Nic Rawlence, associate professor of zoology at the University of Otago, says while birdwatching has always been popular in Aotearoa it’s now soaring to new heights.

“There has been a big uptick in the interest of postgraduate students, from NZ and overseas, wanting to work on our birds and their conservation.

“We are also seeing this in Birds New Zealand membership where the demographic is certainly trending significantly younger as a result, with a real increase in the number of student talks at the annual conference each year, which is fantastic to see.”

Rawlence agrees with overseas experts who have credited the Covid lockdowns with boosting the focus on birds. The lack of competing traffic noise and, well, anything else to do, made people more aware of their natural surroundings.

It’s a win-win situation for everyone, he says. Economy-wise, data from Tourism NZ shows 83% of future visitors want a wildlife experience such as birdwatching when they arrive, with tourists from Germany and the US among those ranking wildlife experiences most highly.

Ecology-wise, the benefits are probably even more important.

A kea is seen in Arthur’s Pass, where DOC rangers have banded birds with microchips to track their movements across the Southern Alps.
A kea is seen in Arthur’s Pass, where DOC rangers have banded birds with microchips to track their movements across the Southern Alps.

“The more people we can get interested in birds, the more pulling power and impetus for conservation.”

Richard Fuller, a professor in biodiversity and conservation at the University of Queensland says birdwatching - or citizen science - also improves human lives.

And while everyone knows that spending time in nature reduces stress, improves mood and supports mental well-being, Fuller says birdwatching goes a step further.

“Rather than simply visiting a park, people actively engage with the environment. They observe closely, record what they see and contribute to something larger than themselves. This sense of purpose can deepen the benefits of being outside.”

Fuller says another benefit is that citizen science is also inherently social as it brings people together to collect data, swap observations or learn from each other.

For some participants, especially older folks, that can be empowering.

“It provides opportunities to use existing skills, learn new ones and feel that their contributions matter.

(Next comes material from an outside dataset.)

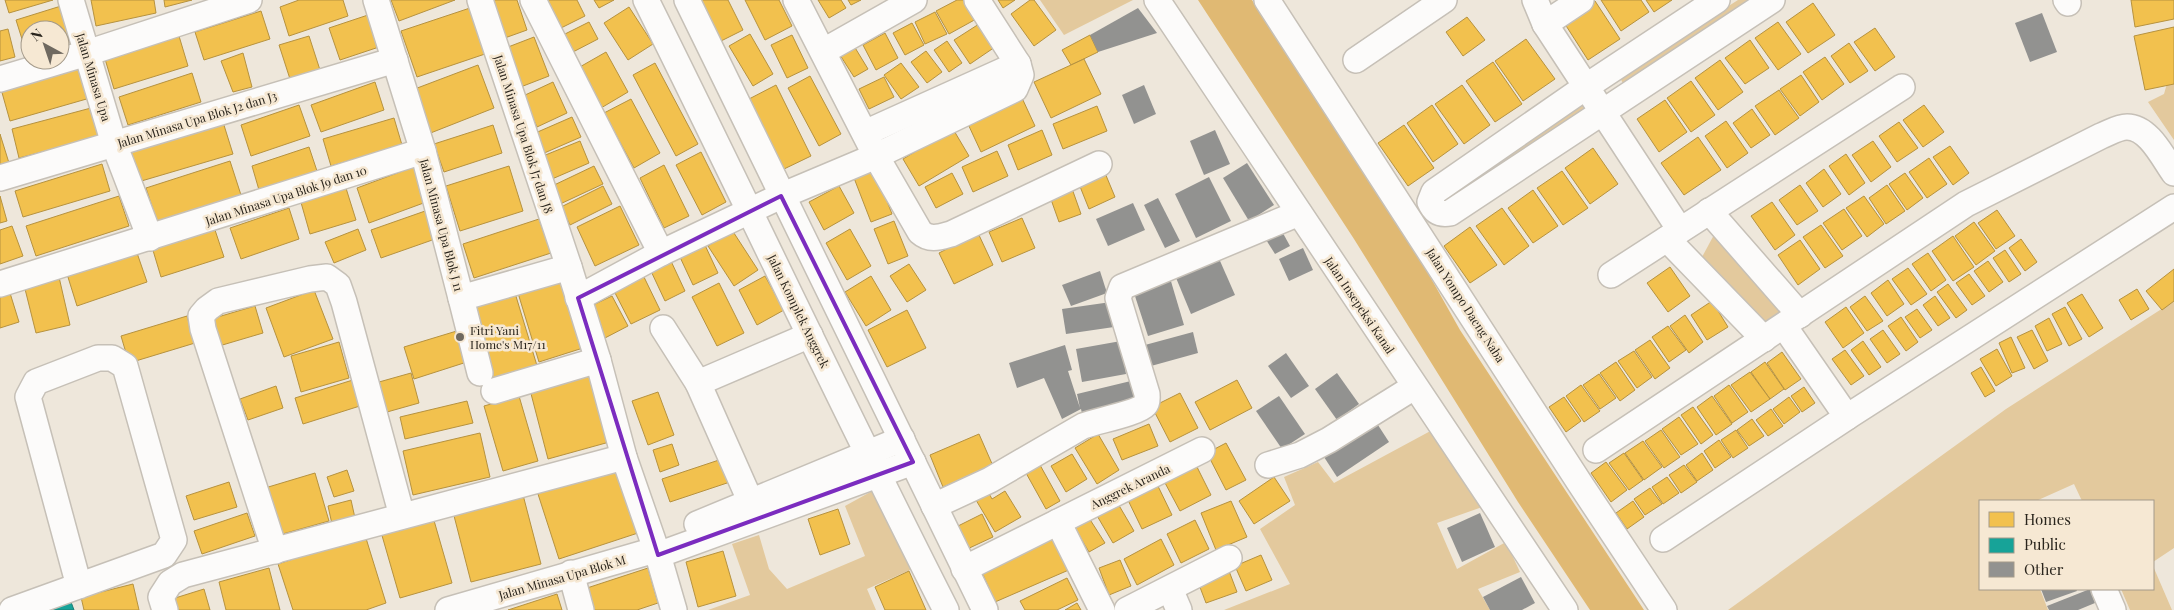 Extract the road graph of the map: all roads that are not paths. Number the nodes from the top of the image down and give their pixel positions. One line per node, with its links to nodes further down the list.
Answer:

These interactions can help reduce social isolation which is a major factor for poor mental health.”

Back to Rawlence who says all of this makes particular sense in NZ where the famous biologist Jared Diamond once said that looking at our wildlife was “the closet thing to looking at life on another planet.

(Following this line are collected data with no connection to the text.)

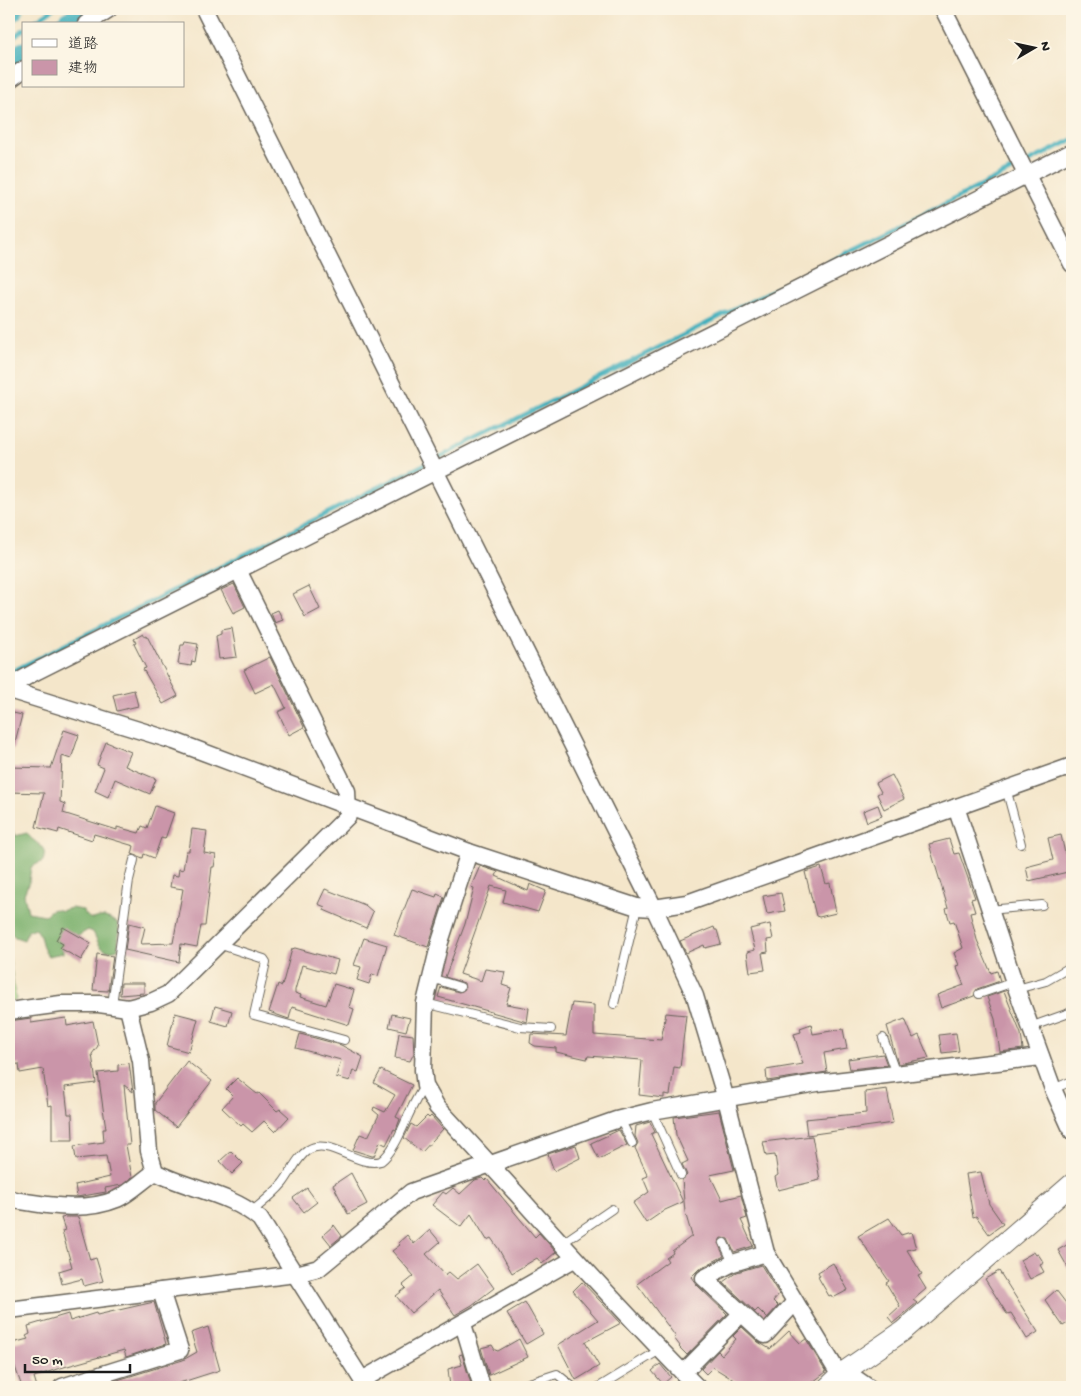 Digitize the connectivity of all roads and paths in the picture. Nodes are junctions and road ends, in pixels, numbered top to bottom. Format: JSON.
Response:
{"nodes":[{"id":1,"x":109,"y":9,"type":"edge"},
{"id":2,"x":204,"y":9,"type":"edge"},
{"id":3,"x":943,"y":9,"type":"edge"},
{"id":4,"x":89,"y":22,"type":"edge"},
{"id":5,"x":22,"y":70,"type":"edge"},
{"id":6,"x":9,"y":80,"type":"edge"},
{"id":7,"x":1072,"y":152,"type":"edge"},
{"id":8,"x":1026,"y":174,"type":"junction"},
{"id":9,"x":1072,"y":264,"type":"edge"},
{"id":10,"x":436,"y":471,"type":"junction"},
{"id":11,"x":238,"y":570,"type":"junction"},
{"id":12,"x":11,"y":691,"type":"edge"},
{"id":13,"x":1072,"y":766,"type":"edge"},
{"id":14,"x":1006,"y":788,"type":"junction"},
{"id":15,"x":349,"y":806,"type":"junction"},
{"id":16,"x":956,"y":807,"type":"junction"},
{"id":17,"x":1021,"y":844,"type":"dead end"},
{"id":18,"x":469,"y":852,"type":"junction"},
{"id":19,"x":134,"y":860,"type":"dead end"},
{"id":20,"x":1042,"y":906,"type":"dead end"},
{"id":21,"x":637,"y":907,"type":"junction"},
{"id":22,"x":654,"y":908,"type":"junction"},
{"id":23,"x":989,"y":910,"type":"junction"},
{"id":24,"x":218,"y":944,"type":"junction"},
{"id":25,"x":1072,"y":966,"type":"edge"},
{"id":26,"x":430,"y":978,"type":"junction"},
{"id":27,"x":1015,"y":986,"type":"junction"},
{"id":28,"x":460,"y":987,"type":"dead end"},
{"id":29,"x":979,"y":994,"type":"dead end"},
{"id":30,"x":425,"y":1002,"type":"junction"},
{"id":31,"x":614,"y":1004,"type":"dead end"},
{"id":32,"x":120,"y":1006,"type":"junction"},
{"id":33,"x":9,"y":1011,"type":"edge"},
{"id":34,"x":1072,"y":1012,"type":"edge"},
{"id":35,"x":1030,"y":1027,"type":"junction"},
{"id":36,"x":551,"y":1029,"type":"dead end"},
{"id":37,"x":883,"y":1038,"type":"dead end"},
{"id":38,"x":344,"y":1040,"type":"dead end"},
{"id":39,"x":1041,"y":1057,"type":"junction"},
{"id":40,"x":897,"y":1075,"type":"junction"},
{"id":41,"x":1072,"y":1081,"type":"edge"},
{"id":42,"x":425,"y":1086,"type":"junction"},
{"id":43,"x":1053,"y":1089,"type":"junction"},
{"id":44,"x":726,"y":1099,"type":"junction"},
{"id":45,"x":652,"y":1111,"type":"junction"},
{"id":46,"x":620,"y":1119,"type":"junction"},
{"id":47,"x":1072,"y":1131,"type":"edge"},
{"id":48,"x":632,"y":1143,"type":"dead end"},
{"id":49,"x":490,"y":1163,"type":"junction"},
{"id":50,"x":155,"y":1172,"type":"junction"},
{"id":51,"x":681,"y":1176,"type":"dead end"},
{"id":52,"x":1072,"y":1184,"type":"edge"},
{"id":53,"x":9,"y":1199,"type":"edge"},
{"id":54,"x":612,"y":1209,"type":"dead end"},
{"id":55,"x":251,"y":1212,"type":"junction"},
{"id":56,"x":724,"y":1243,"type":"dead end"},
{"id":57,"x":561,"y":1244,"type":"junction"},
{"id":58,"x":766,"y":1253,"type":"junction"},
{"id":59,"x":574,"y":1259,"type":"junction"},
{"id":60,"x":733,"y":1263,"type":"junction"},
{"id":61,"x":296,"y":1274,"type":"junction"},
{"id":62,"x":161,"y":1291,"type":"junction"},
{"id":63,"x":795,"y":1302,"type":"junction"},
{"id":64,"x":9,"y":1310,"type":"edge"},
{"id":65,"x":741,"y":1314,"type":"junction"},
{"id":66,"x":463,"y":1324,"type":"junction"},
{"id":67,"x":658,"y":1350,"type":"junction"},
{"id":68,"x":683,"y":1373,"type":"junction"},
{"id":69,"x":838,"y":1378,"type":"edge"},
{"id":70,"x":363,"y":1384,"type":"edge"},
{"id":71,"x":62,"y":1387,"type":"edge"},
{"id":72,"x":482,"y":1387,"type":"edge"},
{"id":73,"x":517,"y":1387,"type":"edge"},
{"id":74,"x":573,"y":1387,"type":"edge"},
{"id":75,"x":599,"y":1387,"type":"edge"},
{"id":76,"x":697,"y":1387,"type":"edge"},
{"id":77,"x":868,"y":1387,"type":"edge"}],
"edges":[{"from":1,"to":4,"type":"street"},
{"from":2,"to":10,"type":"street"},
{"from":3,"to":8,"type":"street"},
{"from":5,"to":6,"type":"street"},
{"from":7,"to":8,"type":"street"},
{"from":8,"to":9,"type":"street"},
{"from":8,"to":10,"type":"street"},
{"from":10,"to":11,"type":"street"},
{"from":10,"to":22,"type":"street"},
{"from":11,"to":12,"type":"street"},
{"from":11,"to":15,"type":"street"},
{"from":12,"to":15,"type":"street"},
{"from":13,"to":14,"type":"street"},
{"from":14,"to":16,"type":"street"},
{"from":14,"to":17,"type":"lane"},
{"from":15,"to":18,"type":"street"},
{"from":15,"to":24,"type":"street"},
{"from":16,"to":22,"type":"street"},
{"from":16,"to":23,"type":"street"},
{"from":18,"to":21,"type":"street"},
{"from":18,"to":26,"type":"street"},
{"from":19,"to":32,"type":"lane"},
{"from":20,"to":23,"type":"lane"},
{"from":21,"to":22,"type":"street"},
{"from":21,"to":31,"type":"lane"},
{"from":22,"to":44,"type":"street"},
{"from":23,"to":27,"type":"street"},
{"from":24,"to":32,"type":"street"},
{"from":24,"to":38,"type":"lane"},
{"from":25,"to":27,"type":"lane"},
{"from":26,"to":28,"type":"lane"},
{"from":26,"to":30,"type":"street"},
{"from":27,"to":29,"type":"lane"},
{"from":27,"to":35,"type":"street"},
{"from":30,"to":36,"type":"lane"},
{"from":30,"to":42,"type":"street"},
{"from":32,"to":33,"type":"street"},
{"from":32,"to":50,"type":"street"},
{"from":34,"to":35,"type":"lane"},
{"from":35,"to":39,"type":"street"},
{"from":37,"to":40,"type":"lane"},
{"from":39,"to":40,"type":"street"},
{"from":39,"to":43,"type":"street"},
{"from":40,"to":44,"type":"street"},
{"from":41,"to":43,"type":"lane"},
{"from":42,"to":49,"type":"street"},
{"from":42,"to":55,"type":"lane"},
{"from":43,"to":47,"type":"street"},
{"from":44,"to":45,"type":"street"},
{"from":44,"to":58,"type":"street"},
{"from":45,"to":46,"type":"street"},
{"from":45,"to":51,"type":"lane"},
{"from":46,"to":48,"type":"lane"},
{"from":46,"to":49,"type":"street"},
{"from":49,"to":57,"type":"street"},
{"from":49,"to":61,"type":"street"},
{"from":50,"to":53,"type":"street"},
{"from":50,"to":55,"type":"street"},
{"from":52,"to":69,"type":"street"},
{"from":54,"to":57,"type":"lane"},
{"from":55,"to":61,"type":"street"},
{"from":56,"to":60,"type":"lane"},
{"from":57,"to":59,"type":"street"},
{"from":58,"to":60,"type":"street"},
{"from":58,"to":63,"type":"street"},
{"from":59,"to":66,"type":"street"},
{"from":59,"to":67,"type":"street"},
{"from":60,"to":65,"type":"street"},
{"from":61,"to":62,"type":"street"},
{"from":61,"to":70,"type":"street"},
{"from":62,"to":64,"type":"street"},
{"from":62,"to":71,"type":"street"},
{"from":63,"to":65,"type":"street"},
{"from":63,"to":69,"type":"street"},
{"from":65,"to":68,"type":"street"},
{"from":66,"to":70,"type":"street"},
{"from":66,"to":72,"type":"street"},
{"from":67,"to":68,"type":"street"},
{"from":67,"to":75,"type":"lane"},
{"from":68,"to":76,"type":"street"},
{"from":69,"to":77,"type":"street"},
{"from":73,"to":74,"type":"lane"}]}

'We are a land that was ruled by birds.]The only mammals here when humans arrived were some bats and marine mammals like seals and sea lions.“

Which is perhaps why our birds seem so improbable. Kiwi shuffling through the undergrowth at night, Kākāpō booming in the dark, Tūī sounding like malfunctioning car alarms, and those Kererū launching themselves from branches with all the aerodynamic confidence of a thrown ottoman.

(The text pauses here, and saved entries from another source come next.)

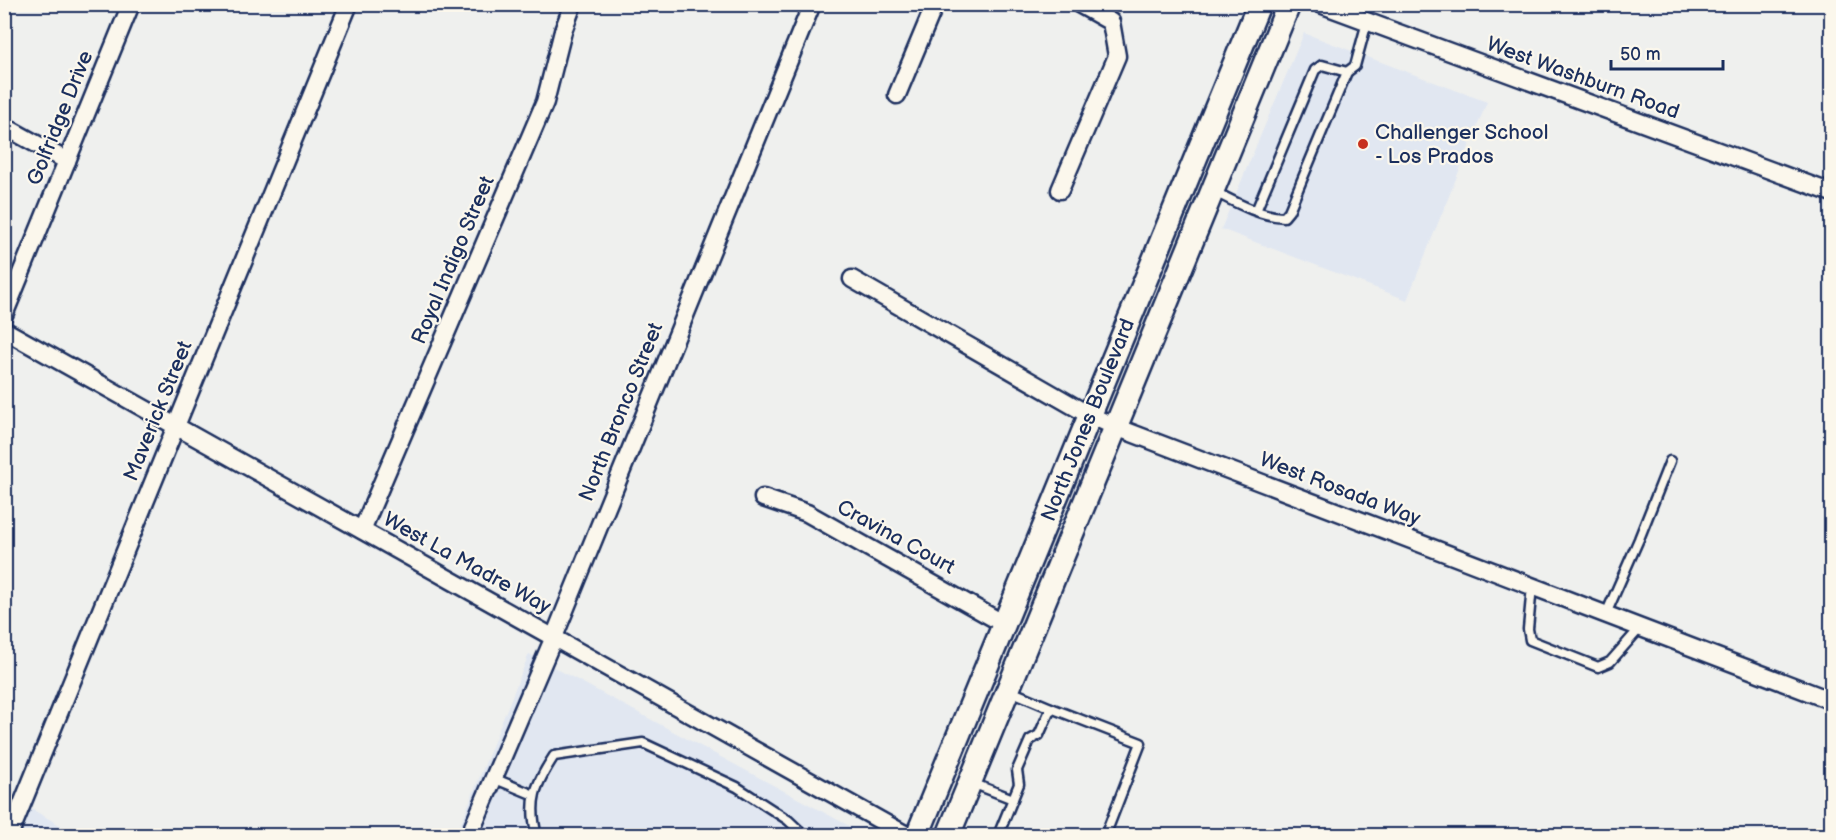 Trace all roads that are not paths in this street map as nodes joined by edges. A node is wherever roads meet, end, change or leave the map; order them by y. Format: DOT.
graph roads {
  1 [pos="131,4"];
  2 [pos="350,4"];
  3 [pos="573,4"];
  4 [pos="812,4"];
  5 [pos="935,4"];
  6 [pos="1079,4"];
  7 [pos="1258,4"];
  8 [pos="1289,4"];
  9 [pos="1320,4"];
  10 [pos="1367,22"];
  11 [pos="1347,72"];
  12 [pos="897,95"];
  13 [pos="4,126"];
  14 [pos="67,161"];
  15 [pos="1060,190"];
  16 [pos="1213,191"];
  17 [pos="1832,193"];
  18 [pos="1256,211"];
  19 [pos="852,279"];
  20 [pos="4,315"];
  21 [pos="4,330"];
  22 [pos="1089,415"];
  23 [pos="176,426"];
  24 [pos="1116,427"];
  25 [pos="1670,460"];
  26 [pos="763,498"];
  27 [pos="362,530"];
  28 [pos="1532,586"];
  29 [pos="1606,614"];
  30 [pos="1004,624"];
  31 [pos="1640,627"];
  32 [pos="554,637"];
  33 [pos="1008,690"];
  34 [pos="1832,701"];
  35 [pos="1051,708"];
  36 [pos="493,778"];
  37 [pos="970,782"];
  38 [pos="534,795"];
  39 [pos="1013,799"];
  40 [pos="999,833"];
  41 [pos="9,836"];
  42 [pos="469,836"];
  43 [pos="537,836"];
  44 [pos="805,836"];
  45 [pos="909,836"];
  46 [pos="917,836"];
  47 [pos="948,836"];
  48 [pos="1105,836"];
  1 -- 14 [label="street, Golfridge Drive"];
  2 -- 23 [label="street, Maverick Street"];
  3 -- 27 [label="street, Royal Indigo Street"];
  4 -- 32 [label="street, North Bronco Street"];
  5 -- 12 [label="street"];
  6 -- 15 [label="street"];
  7 -- 22 [label="main road, North Jones Boulevard"];
  8 -- 16 [label="main road, North Jones Boulevard"];
  9 -- 10 [label="street, West Washburn Road"];
  10 -- 11 [label="lane"];
  10 -- 17 [label="street, West Washburn Road"];
  11 -- 18 [label="lane"];
  11 -- 18 [label="lane"];
  13 -- 14 [label="street"];
  14 -- 20 [label="street, Golfridge Drive"];
  16 -- 18 [label="lane"];
  16 -- 24 [label="main road, North Jones Boulevard"];
  19 -- 22 [label="street, West Rosada Way"];
  21 -- 23 [label="street, West La Madre Way"];
  22 -- 24 [label="street, West Rosada Way"];
  22 -- 30 [label="main road, North Jones Boulevard"];
  23 -- 27 [label="street, West La Madre Way"];
  23 -- 41 [label="street, Maverick Street"];
  24 -- 28 [label="street, West Rosada Way"];
  24 -- 33 [label="main road, North Jones Boulevard"];
  25 -- 29 [label="lane"];
  26 -- 30 [label="street, Cravina Court"];
  27 -- 32 [label="street, West La Madre Way"];
  28 -- 29 [label="street, West Rosada Way"];
  28 -- 31 [label="lane"];
  29 -- 31 [label="street, West Rosada Way"];
  30 -- 46 [label="main road, North Jones Boulevard"];
  31 -- 34 [label="street, West Rosada Way"];
  32 -- 36 [label="street, North Bronco Street"];
  32 -- 45 [label="street, West La Madre Way"];
  33 -- 35 [label="lane"];
  33 -- 37 [label="main road, North Jones Boulevard"];
  35 -- 39 [label="lane"];
  35 -- 48 [label="lane"];
  36 -- 38 [label="lane"];
  36 -- 42 [label="street, North Bronco Street"];
  37 -- 39 [label="lane"];
  37 -- 47 [label="main road, North Jones Boulevard"];
  38 -- 43 [label="lane"];
  38 -- 44 [label="lane"];
  39 -- 40 [label="lane"];
}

As for what I was watching in the garden, the little brown bird turned out not to be some rare endemic species at all. It was a blackbird, and not even a particularly interesting sort of one. It wasn’t even black, for goodness sakes.

But it was a good little thing in a time that’s currently full of very big bad ones. Things like hospitals, impossible bills, and all the other sorts of worries that come carrying clipboards and consequences.

For about 10 minutes I stood and watched that very ordinary blackbird scratch around beneath the lemon tree, almost certainly plotting a future assault on the spinach seedlings. It hopped under the hedge, flittered onto the fence, went about its business of seemingly not much at all.

My finances didn’t improve, nobody got cured, and no problems were solved but it was a nice thing to see. Nicer still to ever so briefly be paying attention to something small and alive and entirely separate from myself.

The bird flew off eventually. Then I looked for another one.